So I looked at this post: is an entity body allowed for an http delete request
Which seems to indicate that while it is 'ok' to do on some conceptual level, in practice it may not be doable because browsers just ignore it.
I have some express.js authentication middleware I need to get through, and I don't want to attach my user details to url params. All my other requests that need to authenticate attach these details to the body of the request.
Is there some way to force this? I saw some other posts where some people seemed to have success in passing a body with their delete request.
I am running a node/sails back-end. It always logs the body as undefined for a delete request. Is there any way to modify
The sails API pulls the id of the object to delete from the params, so we have to append the id to the url.
But if I want to pass some authentication details in a body for server-side verification before processing the delete request, I can't just stick them in an object as the second parameter of the delete request, like you can with $http.post.

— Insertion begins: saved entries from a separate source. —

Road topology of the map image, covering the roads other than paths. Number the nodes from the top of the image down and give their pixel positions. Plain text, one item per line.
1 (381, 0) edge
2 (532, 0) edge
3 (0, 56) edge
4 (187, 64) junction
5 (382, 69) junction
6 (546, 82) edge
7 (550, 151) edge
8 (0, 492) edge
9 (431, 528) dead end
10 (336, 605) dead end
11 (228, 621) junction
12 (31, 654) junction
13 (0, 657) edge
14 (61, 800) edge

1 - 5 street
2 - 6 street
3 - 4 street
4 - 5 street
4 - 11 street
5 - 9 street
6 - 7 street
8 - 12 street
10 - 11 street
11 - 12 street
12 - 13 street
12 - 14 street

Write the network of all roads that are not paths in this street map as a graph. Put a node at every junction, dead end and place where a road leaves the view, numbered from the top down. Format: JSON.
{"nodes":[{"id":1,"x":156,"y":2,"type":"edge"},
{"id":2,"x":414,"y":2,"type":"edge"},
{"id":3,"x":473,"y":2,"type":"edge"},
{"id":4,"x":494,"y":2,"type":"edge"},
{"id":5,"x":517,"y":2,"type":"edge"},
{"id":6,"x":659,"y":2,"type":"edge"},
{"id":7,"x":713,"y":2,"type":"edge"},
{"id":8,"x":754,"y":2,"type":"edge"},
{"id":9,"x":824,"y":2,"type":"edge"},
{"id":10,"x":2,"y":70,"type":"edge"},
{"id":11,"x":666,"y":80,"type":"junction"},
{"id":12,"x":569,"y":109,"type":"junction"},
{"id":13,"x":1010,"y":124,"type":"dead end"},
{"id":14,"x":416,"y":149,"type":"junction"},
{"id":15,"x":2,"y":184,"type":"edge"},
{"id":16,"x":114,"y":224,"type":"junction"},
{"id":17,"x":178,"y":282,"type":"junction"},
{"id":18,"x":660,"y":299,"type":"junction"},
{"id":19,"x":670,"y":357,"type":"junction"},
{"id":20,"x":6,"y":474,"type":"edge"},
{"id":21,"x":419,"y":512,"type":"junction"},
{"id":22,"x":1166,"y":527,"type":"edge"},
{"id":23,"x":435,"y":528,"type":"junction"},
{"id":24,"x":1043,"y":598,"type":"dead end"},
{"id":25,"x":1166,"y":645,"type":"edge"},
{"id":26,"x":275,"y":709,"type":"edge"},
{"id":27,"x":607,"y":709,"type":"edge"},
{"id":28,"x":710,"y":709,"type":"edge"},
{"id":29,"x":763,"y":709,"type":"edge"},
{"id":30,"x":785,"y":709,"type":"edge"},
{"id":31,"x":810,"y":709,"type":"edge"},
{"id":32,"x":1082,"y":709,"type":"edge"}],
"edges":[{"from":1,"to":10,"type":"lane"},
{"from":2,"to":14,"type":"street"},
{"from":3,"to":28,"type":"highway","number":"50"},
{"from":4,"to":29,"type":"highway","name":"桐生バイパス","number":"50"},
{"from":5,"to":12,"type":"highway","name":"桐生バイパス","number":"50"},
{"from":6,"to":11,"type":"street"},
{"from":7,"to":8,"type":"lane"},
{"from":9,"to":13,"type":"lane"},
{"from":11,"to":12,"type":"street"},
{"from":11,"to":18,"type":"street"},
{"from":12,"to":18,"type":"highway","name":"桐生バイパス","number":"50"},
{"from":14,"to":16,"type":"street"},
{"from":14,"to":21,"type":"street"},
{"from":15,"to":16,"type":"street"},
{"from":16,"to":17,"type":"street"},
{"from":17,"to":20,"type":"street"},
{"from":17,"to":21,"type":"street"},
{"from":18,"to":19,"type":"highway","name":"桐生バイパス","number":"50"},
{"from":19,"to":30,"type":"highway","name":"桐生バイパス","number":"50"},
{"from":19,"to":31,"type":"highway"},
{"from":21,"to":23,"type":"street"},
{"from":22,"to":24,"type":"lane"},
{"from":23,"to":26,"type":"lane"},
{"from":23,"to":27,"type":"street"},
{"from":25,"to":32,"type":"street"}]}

Angular's post method automatically assigns whatever we insert as a second parameter to the body of the request, but the delete method does not.
Angular's $http.delete method does allow us to supply a config object as the second parameter, through which we can get access to the 'data' property. This is the same way post does it through it's second parameter.
So if we need to attach a body to a delete request we can use the following:
$http.delete('/api/' + objectToDelete.id, {data: {id: currentUser().id, level: currentUser().level}});
This will pass the object to delete's id in the url parameter, and my user credentials in the body as an object.
Honestly, everytime a trouble sounds like a "restriction of as REST", a rethink of the strategy and the philosophy might be a good idea.
I have some authentication middleware I need to get through
I don't want to attach my user details to url params
I'm not directly answering the question, but you should know that among the commons
there is a third option for "passing values to the server" :
I'd just suggest to consider that third option to provide your credentials: request header.
Edit : following appendix would just apply to any "external" middleware, like a proxy server or whatever, not a true express middleware inside sails.js
In addition, that would be a good idea that your middleware stripped those headers before redirecting to the real action.